• **What you have to do**
With the pictures removed, the data below must be transcribed in full and exactly.

• **Stored data**
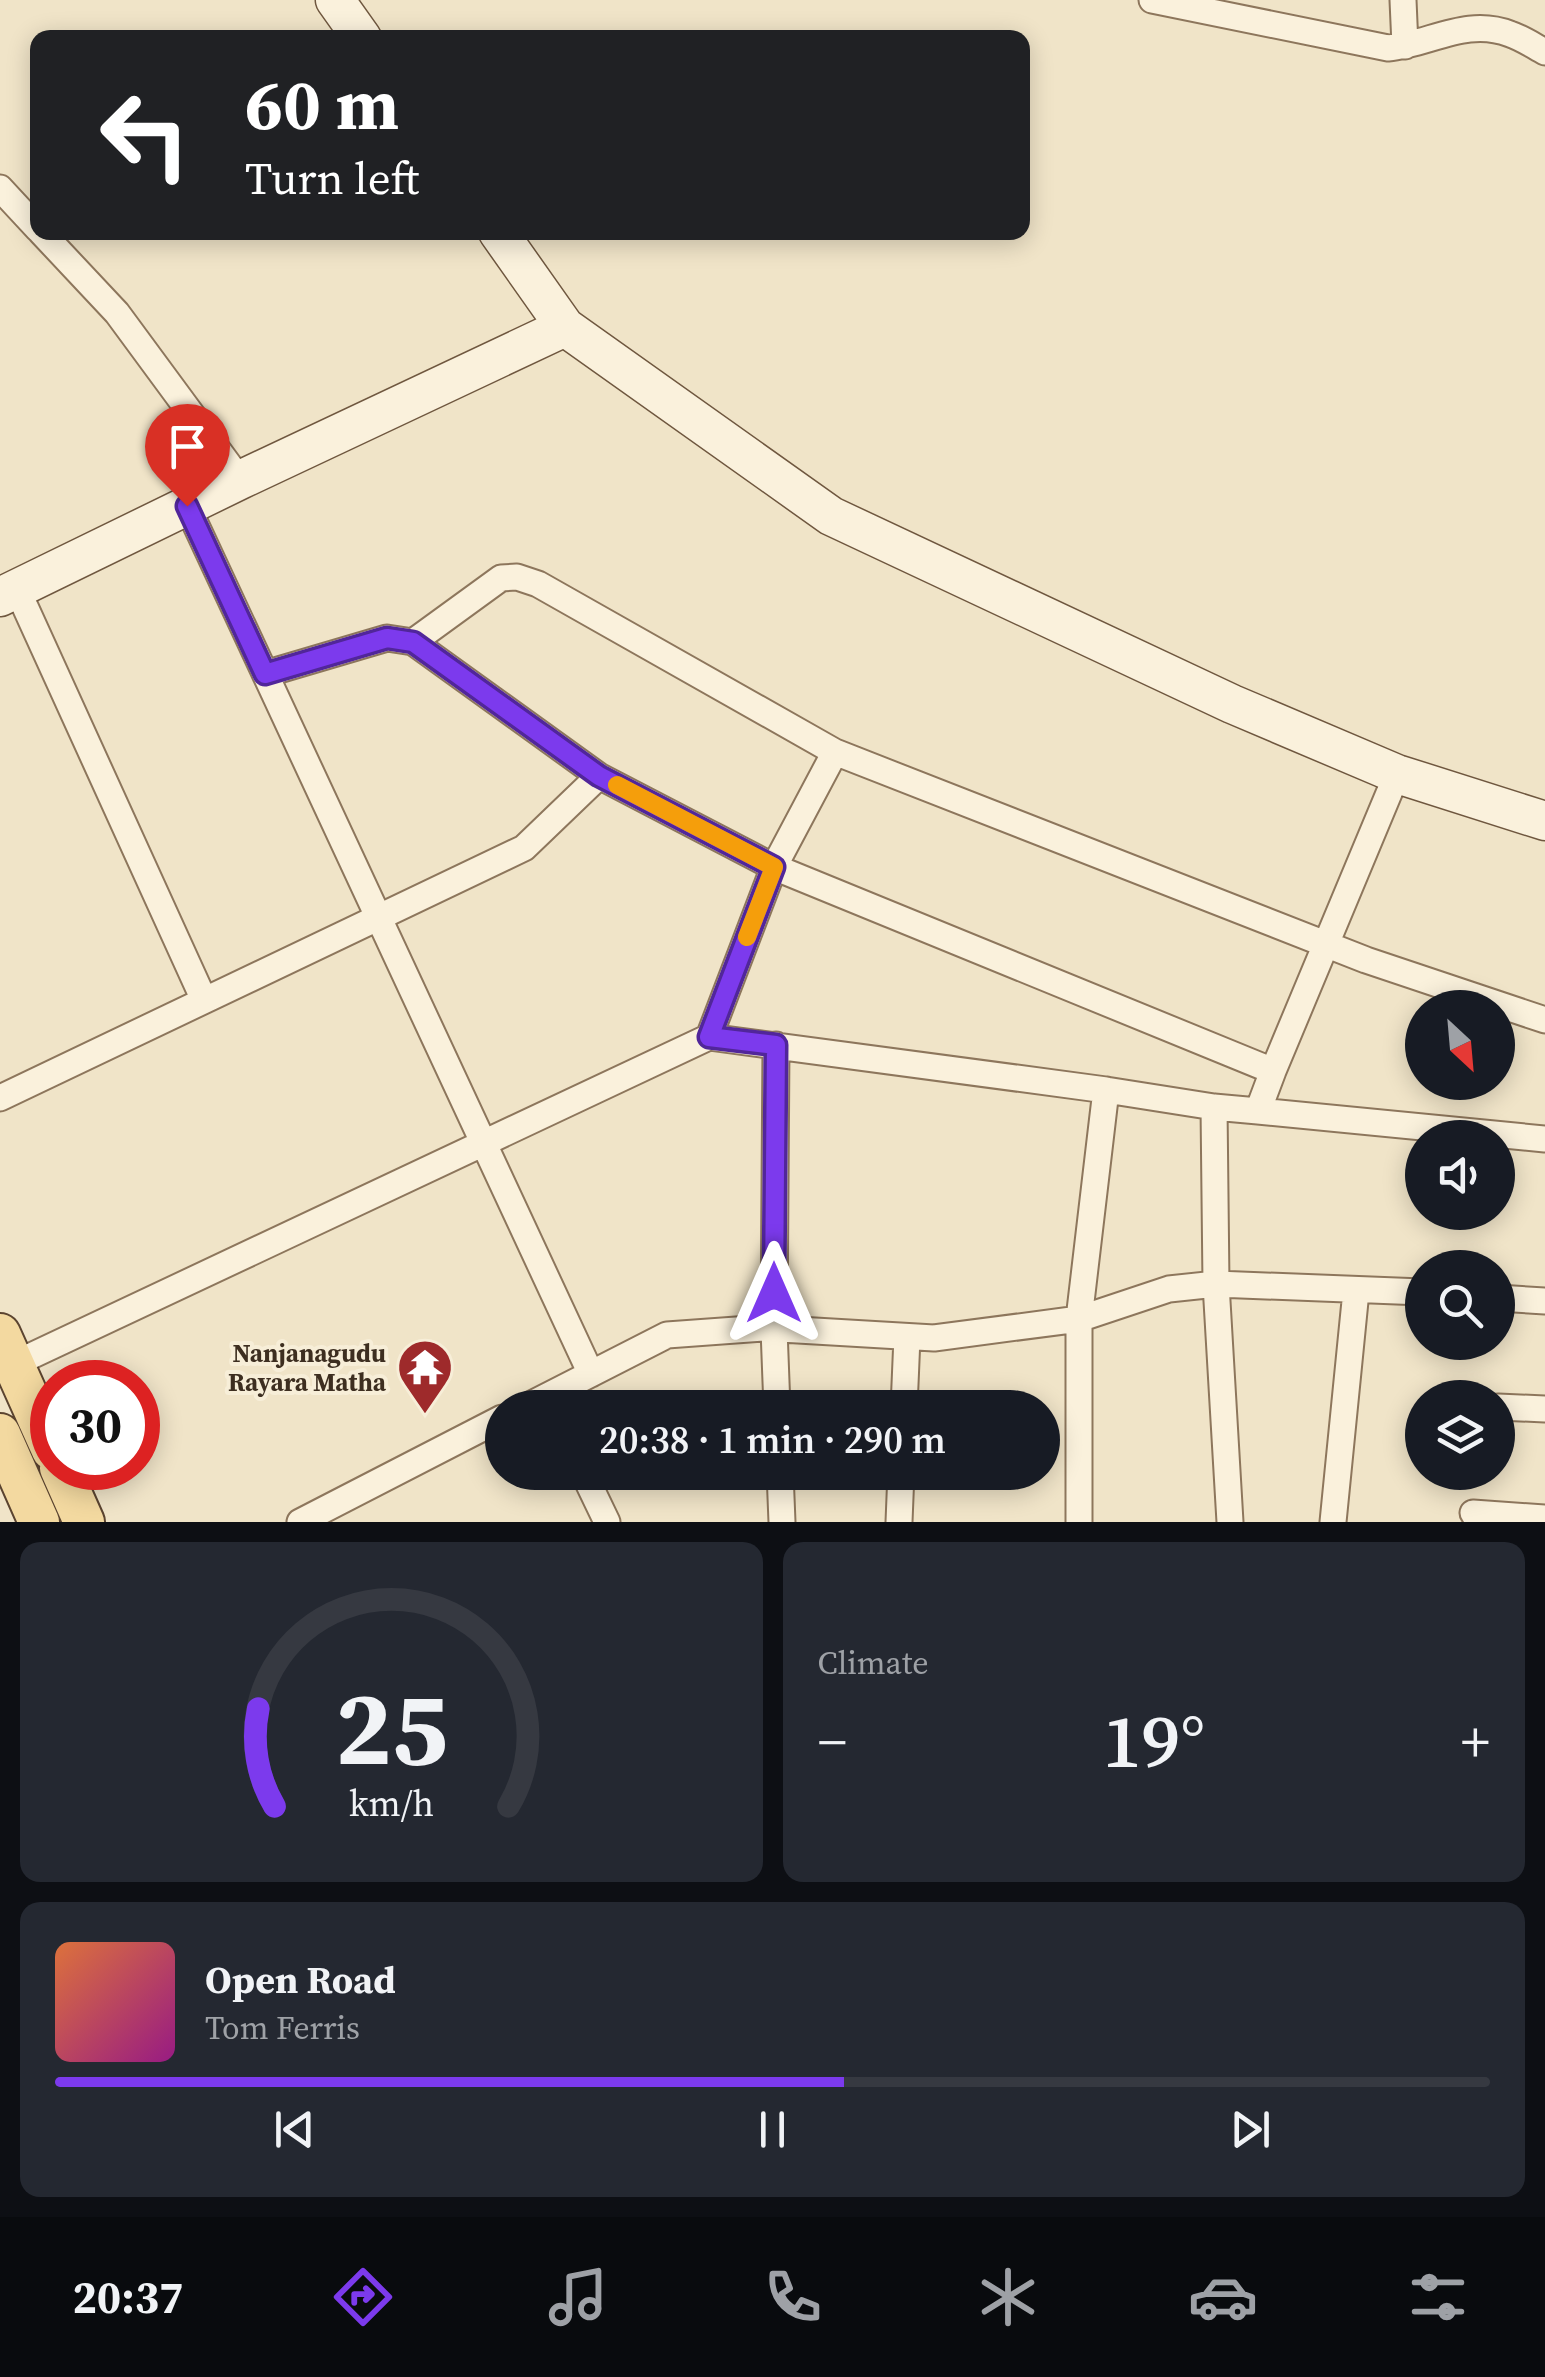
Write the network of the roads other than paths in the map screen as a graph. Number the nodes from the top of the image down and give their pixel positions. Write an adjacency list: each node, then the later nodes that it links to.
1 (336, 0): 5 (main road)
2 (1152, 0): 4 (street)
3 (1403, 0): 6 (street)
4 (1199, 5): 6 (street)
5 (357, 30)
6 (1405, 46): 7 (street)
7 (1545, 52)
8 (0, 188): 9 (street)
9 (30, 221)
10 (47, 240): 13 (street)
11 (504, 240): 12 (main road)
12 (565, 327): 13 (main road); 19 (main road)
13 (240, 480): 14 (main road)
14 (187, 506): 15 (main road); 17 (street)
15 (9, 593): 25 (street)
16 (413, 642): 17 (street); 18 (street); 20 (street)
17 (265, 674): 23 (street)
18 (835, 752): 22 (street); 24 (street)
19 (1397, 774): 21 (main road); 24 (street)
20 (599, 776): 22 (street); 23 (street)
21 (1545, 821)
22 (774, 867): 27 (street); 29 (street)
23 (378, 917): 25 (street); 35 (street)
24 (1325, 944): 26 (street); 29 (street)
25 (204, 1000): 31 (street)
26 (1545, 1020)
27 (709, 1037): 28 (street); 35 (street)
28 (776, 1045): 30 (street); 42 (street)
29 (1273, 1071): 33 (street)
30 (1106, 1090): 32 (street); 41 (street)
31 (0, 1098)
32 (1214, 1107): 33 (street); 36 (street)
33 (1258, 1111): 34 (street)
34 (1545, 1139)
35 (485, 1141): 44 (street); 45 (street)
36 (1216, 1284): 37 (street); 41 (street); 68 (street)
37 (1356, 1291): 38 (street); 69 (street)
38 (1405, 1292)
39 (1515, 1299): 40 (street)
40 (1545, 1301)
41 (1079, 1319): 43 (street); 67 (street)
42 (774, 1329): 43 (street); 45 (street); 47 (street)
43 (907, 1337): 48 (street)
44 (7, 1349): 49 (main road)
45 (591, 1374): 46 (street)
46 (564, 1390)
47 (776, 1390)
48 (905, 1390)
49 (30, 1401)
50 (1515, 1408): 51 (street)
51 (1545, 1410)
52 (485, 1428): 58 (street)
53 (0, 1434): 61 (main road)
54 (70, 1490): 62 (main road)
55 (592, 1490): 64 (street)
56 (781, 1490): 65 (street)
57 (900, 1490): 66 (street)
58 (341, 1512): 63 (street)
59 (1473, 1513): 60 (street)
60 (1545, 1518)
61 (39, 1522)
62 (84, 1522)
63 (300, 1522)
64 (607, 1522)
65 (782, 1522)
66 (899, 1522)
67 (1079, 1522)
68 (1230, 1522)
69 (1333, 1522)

• **Your response**
Write the network of the roads other than paths in the map screen as a graph. Number the nodes from the top of the image down and give their pixel positions. Write an adjacency list: each node, then the later nodes that it links to.
1 (336, 0): 5 (main road)
2 (1152, 0): 4 (street)
3 (1403, 0): 6 (street)
4 (1199, 5): 6 (street)
5 (357, 30)
6 (1405, 46): 7 (street)
7 (1545, 52)
8 (0, 188): 9 (street)
9 (30, 221)
10 (47, 240): 13 (street)
11 (504, 240): 12 (main road)
12 (565, 327): 13 (main road); 19 (main road)
13 (240, 480): 14 (main road)
14 (187, 506): 15 (main road); 17 (street)
15 (9, 593): 25 (street)
16 (413, 642): 17 (street); 18 (street); 20 (street)
17 (265, 674): 23 (street)
18 (835, 752): 22 (street); 24 (street)
19 (1397, 774): 21 (main road); 24 (street)
20 (599, 776): 22 (street); 23 (street)
21 (1545, 821)
22 (774, 867): 27 (street); 29 (street)
23 (378, 917): 25 (street); 35 (street)
24 (1325, 944): 26 (street); 29 (street)
25 (204, 1000): 31 (street)
26 (1545, 1020)
27 (709, 1037): 28 (street); 35 (street)
28 (776, 1045): 30 (street); 42 (street)
29 (1273, 1071): 33 (street)
30 (1106, 1090): 32 (street); 41 (street)
31 (0, 1098)
32 (1214, 1107): 33 (street); 36 (street)
33 (1258, 1111): 34 (street)
34 (1545, 1139)
35 (485, 1141): 44 (street); 45 (street)
36 (1216, 1284): 37 (street); 41 (street); 68 (street)
37 (1356, 1291): 38 (street); 69 (street)
38 (1405, 1292)
39 (1515, 1299): 40 (street)
40 (1545, 1301)
41 (1079, 1319): 43 (street); 67 (street)
42 (774, 1329): 43 (street); 45 (street); 47 (street)
43 (907, 1337): 48 (street)
44 (7, 1349): 49 (main road)
45 (591, 1374): 46 (street)
46 (564, 1390)
47 (776, 1390)
48 (905, 1390)
49 (30, 1401)
50 (1515, 1408): 51 (street)
51 (1545, 1410)
52 (485, 1428): 58 (street)
53 (0, 1434): 61 (main road)
54 (70, 1490): 62 (main road)
55 (592, 1490): 64 (street)
56 (781, 1490): 65 (street)
57 (900, 1490): 66 (street)
58 (341, 1512): 63 (street)
59 (1473, 1513): 60 (street)
60 (1545, 1518)
61 (39, 1522)
62 (84, 1522)
63 (300, 1522)
64 (607, 1522)
65 (782, 1522)
66 (899, 1522)
67 (1079, 1522)
68 (1230, 1522)
69 (1333, 1522)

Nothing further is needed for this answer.